SUPPLIED MATERIAL

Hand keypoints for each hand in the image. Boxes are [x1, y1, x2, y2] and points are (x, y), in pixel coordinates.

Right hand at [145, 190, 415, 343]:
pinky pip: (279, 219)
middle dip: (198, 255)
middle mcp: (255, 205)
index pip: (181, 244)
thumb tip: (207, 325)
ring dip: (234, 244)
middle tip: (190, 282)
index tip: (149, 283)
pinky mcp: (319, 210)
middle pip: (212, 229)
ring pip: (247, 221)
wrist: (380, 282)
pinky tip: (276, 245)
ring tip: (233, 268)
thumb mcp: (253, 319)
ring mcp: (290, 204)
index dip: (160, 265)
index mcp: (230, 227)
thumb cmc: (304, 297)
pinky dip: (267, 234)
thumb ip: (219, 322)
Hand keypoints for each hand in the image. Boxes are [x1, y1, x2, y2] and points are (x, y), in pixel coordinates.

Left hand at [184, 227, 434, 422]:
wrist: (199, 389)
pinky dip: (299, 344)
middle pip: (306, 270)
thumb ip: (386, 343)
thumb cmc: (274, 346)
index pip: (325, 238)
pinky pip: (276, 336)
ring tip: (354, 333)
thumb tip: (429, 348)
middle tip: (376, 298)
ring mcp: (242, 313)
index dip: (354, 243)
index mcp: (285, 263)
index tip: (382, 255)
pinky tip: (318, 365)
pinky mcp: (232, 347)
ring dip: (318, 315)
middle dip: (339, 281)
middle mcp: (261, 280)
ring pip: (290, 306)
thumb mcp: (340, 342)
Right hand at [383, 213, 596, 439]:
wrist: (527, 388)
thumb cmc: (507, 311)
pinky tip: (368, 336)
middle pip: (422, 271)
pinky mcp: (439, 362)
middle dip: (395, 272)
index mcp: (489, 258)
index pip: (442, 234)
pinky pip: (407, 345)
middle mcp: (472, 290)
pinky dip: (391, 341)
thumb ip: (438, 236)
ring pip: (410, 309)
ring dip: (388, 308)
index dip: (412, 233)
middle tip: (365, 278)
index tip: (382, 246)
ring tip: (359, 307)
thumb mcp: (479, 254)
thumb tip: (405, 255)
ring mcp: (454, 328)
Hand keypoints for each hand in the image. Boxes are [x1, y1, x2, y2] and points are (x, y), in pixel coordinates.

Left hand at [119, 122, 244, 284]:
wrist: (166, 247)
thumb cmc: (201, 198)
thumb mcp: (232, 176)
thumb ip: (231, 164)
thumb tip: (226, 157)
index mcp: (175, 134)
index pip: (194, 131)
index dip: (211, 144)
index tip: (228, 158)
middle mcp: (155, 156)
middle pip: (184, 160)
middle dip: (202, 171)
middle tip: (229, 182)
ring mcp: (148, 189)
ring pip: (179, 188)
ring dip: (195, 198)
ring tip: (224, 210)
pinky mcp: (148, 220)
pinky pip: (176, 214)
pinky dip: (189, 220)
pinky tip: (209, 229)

YOUR TASK
All of the records above should be repeated exactly.

WRITTEN ANSWER
Hand keypoints for each hand in the image. Boxes are [x1, y1, x2, y2] and points are (x, y), in pixel coordinates.

Right hand at [145, 190, 415, 343]:
pinky pip: (279, 219)
middle dip: (198, 255)
middle mcp: (255, 205)
index pip: (181, 244)
thumb tip: (207, 325)
ring dip: (234, 244)
middle tip: (190, 282)
index tip: (149, 283)
pinky mcp: (319, 210)
middle pip: (212, 229)
ring pip: (247, 221)
wrist: (380, 282)
pinky tip: (276, 245)
ring tip: (233, 268)
thumb mcp: (253, 319)
ring mcp: (290, 204)
index dip: (160, 265)
index mcp: (230, 227)
thumb cmc: (304, 297)
pinky dip: (267, 234)
thumb ip: (219, 322)
Hand keypoints for each hand in the image. Boxes are [x1, y1, x2, y2] and points are (x, y), in pixel coordinates.

Left hand at [184, 227, 434, 422]:
wrist: (199, 389)
pinky dip: (299, 344)
middle pip: (306, 270)
thumb ip: (386, 343)
thumb cmc: (274, 346)
index pip: (325, 238)
pinky pip: (276, 336)
ring tip: (354, 333)
thumb tip: (429, 348)
middle tip: (376, 298)
ring mcp: (242, 313)
index dip: (354, 243)
index mcp: (285, 263)
index tip: (382, 255)
pinky tip: (318, 365)
pinky mcp: (232, 347)
ring dip: (318, 315)
middle dip: (339, 281)
middle mcp: (261, 280)
ring pip: (290, 306)
thumb mcp: (340, 342)
Right hand at [383, 213, 596, 439]:
wrist: (527, 388)
thumb cmc: (507, 311)
pinky tip: (368, 336)
middle pip: (422, 271)
pinky mcp: (439, 362)
middle dip: (395, 272)
index mcp: (489, 258)
index pip: (442, 234)
pinky pip: (407, 345)
middle mcp: (472, 290)
pinky dip: (391, 341)
thumb ip: (438, 236)
ring pip: (410, 309)
ring dip: (388, 308)
index dip: (412, 233)
middle tip: (365, 278)
index tip: (382, 246)
ring tip: (359, 307)
thumb mcp: (479, 254)
thumb tip: (405, 255)
ring mcp: (454, 328)
Hand keypoints for each hand in the image. Boxes are [x1, y1, x2, y2] and points are (x, y), in pixel coordinates.

Left hand at [119, 122, 244, 284]:
wrist: (166, 247)
thumb cmc: (201, 198)
thumb mcp: (232, 176)
thumb ip: (231, 164)
thumb tip: (226, 157)
index mcp: (175, 134)
index pip: (194, 131)
index dip: (211, 144)
index tip: (228, 158)
middle mcp: (155, 156)
middle pip: (184, 160)
middle dip: (202, 171)
middle tip: (229, 182)
ring mcp: (148, 189)
ring pip: (179, 188)
ring dip: (195, 198)
ring tip: (224, 210)
pinky mcp: (148, 220)
pinky pip: (176, 214)
pinky dip: (189, 220)
pinky tip: (209, 229)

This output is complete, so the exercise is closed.